Actionable: Xtra-Gold has 25 partial or complete holes still sitting in a Kumasi lab a few hours away. Wait times for assays in Ghana are improved to two months from four months earlier in this hectic year. Thus: news is pending from drill data that already show grades of 1.5 grams gold per tonne and greater over lengthy meters. Whether investors will act on pending data when fresh assays are published remains to be seen.
“We like what we see,” says a circumspect Mr. Clement. “Every hole has something but we need it all back in terms of the assays and I cannot comment until I see everything.” (See: Surface geology drill plan)
Mr. Longshore, a former CEO of the company and an accomplished Ontario and USA hockey player in his youth, is quick to defend Xtra-Gold’s restrained use of cash, all gathered in a 2010 financing that included a full Toronto Stock Exchange listing.
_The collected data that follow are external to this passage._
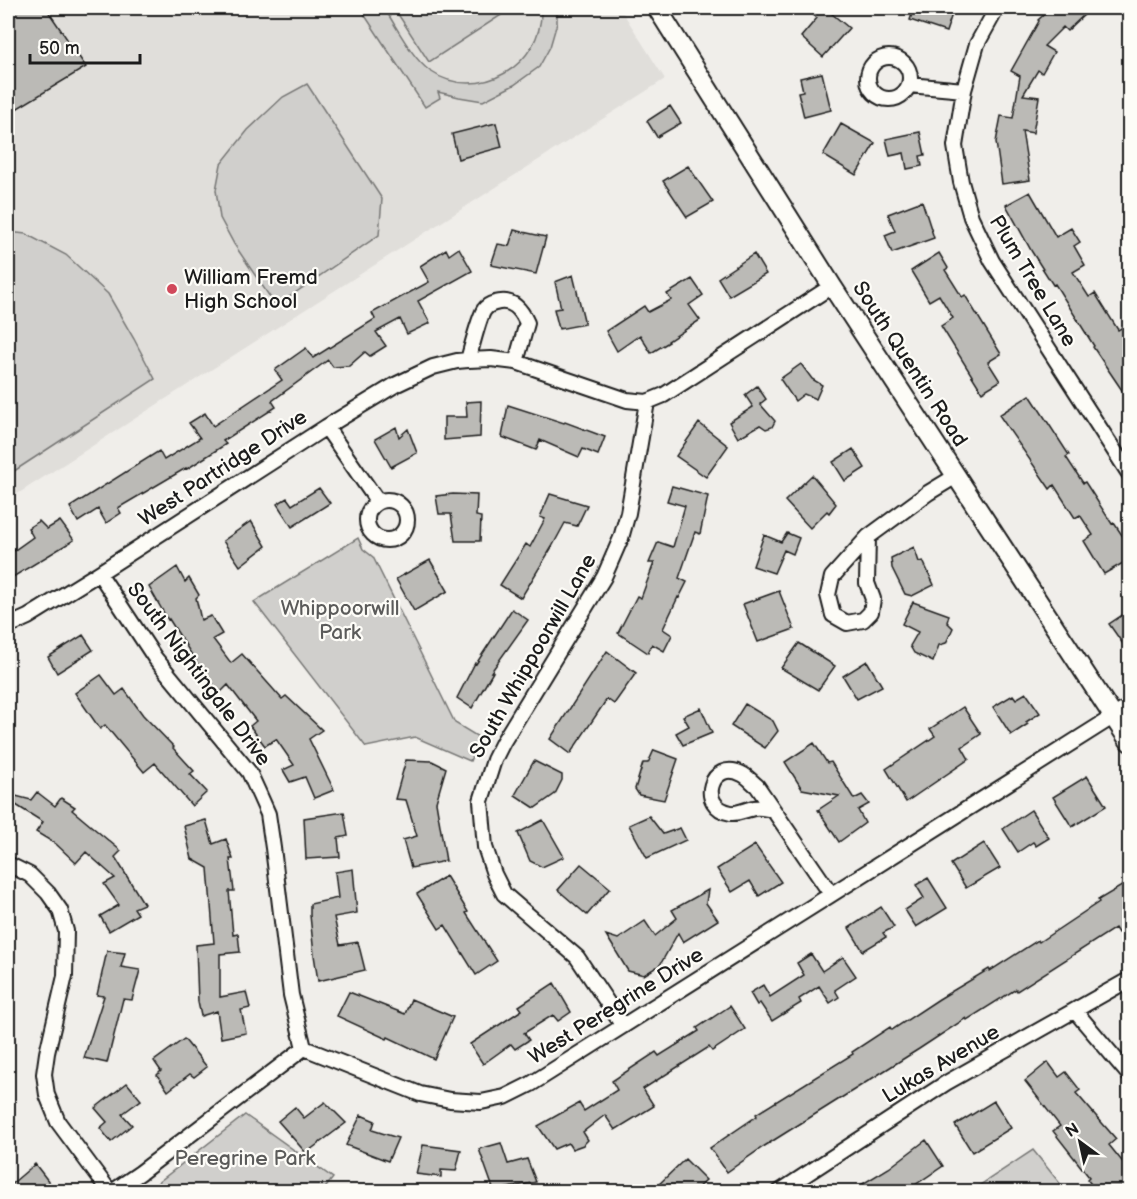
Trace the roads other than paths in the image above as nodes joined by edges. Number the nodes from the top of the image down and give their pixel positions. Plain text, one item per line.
1 (657, 8) edge
2 (997, 8) edge
3 (909, 85) dead end
4 (964, 90) junction
5 (832, 286) junction
6 (468, 360) junction
7 (516, 362) junction
8 (647, 402) junction
9 (326, 427) junction
10 (1130, 475) edge
11 (956, 476) junction
12 (378, 502) dead end
13 (868, 537) junction
14 (99, 573) junction
15 (8, 626) edge
16 (1130, 706) edge
17 (1114, 717) junction
18 (1130, 742) edge
19 (773, 810) dead end
20 (8, 864) edge
21 (831, 894) junction
22 (1130, 979) edge
23 (1075, 1011) junction
24 (623, 1026) junction
25 (304, 1048) junction
26 (1130, 1076) edge
27 (111, 1191) edge
28 (779, 1191) edge

1 - 5 main road, South Quentin Road
2 - 4 street, Plum Tree Lane
3 - 4 street
4 - 10 street, Plum Tree Lane
5 - 8 street
5 - 11 main road, South Quentin Road
6 - 7 street, West Partridge Drive
6 - 7 street
6 - 9 street, West Partridge Drive
7 - 8 street, West Partridge Drive
8 - 24 street, South Whippoorwill Lane
9 - 12 street
9 - 14 street, West Partridge Drive
11 - 13 street
11 - 17 main road, South Quentin Road
13 - 13 street
14 - 15 street, West Partridge Drive
14 - 25 street, South Nightingale Drive
16 - 17 street, West Peregrine Drive
17 - 18 main road, South Quentin Road
17 - 21 street, West Peregrine Drive
19 - 21 street
20 - 27 street
21 - 24 street, West Peregrine Drive
22 - 23 street, Lukas Avenue
23 - 26 street
23 - 28 street, Lukas Avenue
24 - 25 street, West Peregrine Drive
25 - 27 street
“Any company in Ghana, PMI (TSX: V.PMV, Stock Forum), Newmont (NYSE: NEM, Stock Forum), Keegan, anyone that has sewn together its data and tightened its drill spacings (down to 50 meters apart) have all shown major discoveries. All of ‘em,” Mr. Longshore tells me as we step through the modeling phases in a Toronto restaurant. (Photo: Mr. Longshore in Toronto – Thom Calandra photo)
“We think by waiting on a resource report (NI 43-101), we can boost shareholder value. So far we have spent $5 million to discover what we hope will be at least one million ounces. When we go to $10 million, on our own schedule, the only other company doing that in Africa, $10 an ounce in exploration costs, is Randgold (NASDAQ: GOLD, Stock Forum), and they are probably $20 an ounce. “
Mr. Casaceli, the consultant geologist, puts it so: “The ongoing strike-slip motion of two over-lapping, stepped faults forms a stress couple that creates lozenge-shaped areas of true extension with lots of open space. I suspect that we may have this type of setting just to the east-southeast of the Big Bend zone. You can quite possibly prove-up ounces at Apapam on the way to potentially finding something larger along the hidden northeast-trending range-bounding fault. Structural geology and 3-D modeling, together with geophysical data such as VTEM, can be crucial in reaching the discovery phase in this type of scenario.”
Xtra-Gold is a $75 million Canada and USA-traded company. I own about 160,000 shares. Over three years, the shares have held up well, even with metals equities these days groveling like dogs in the kitchen.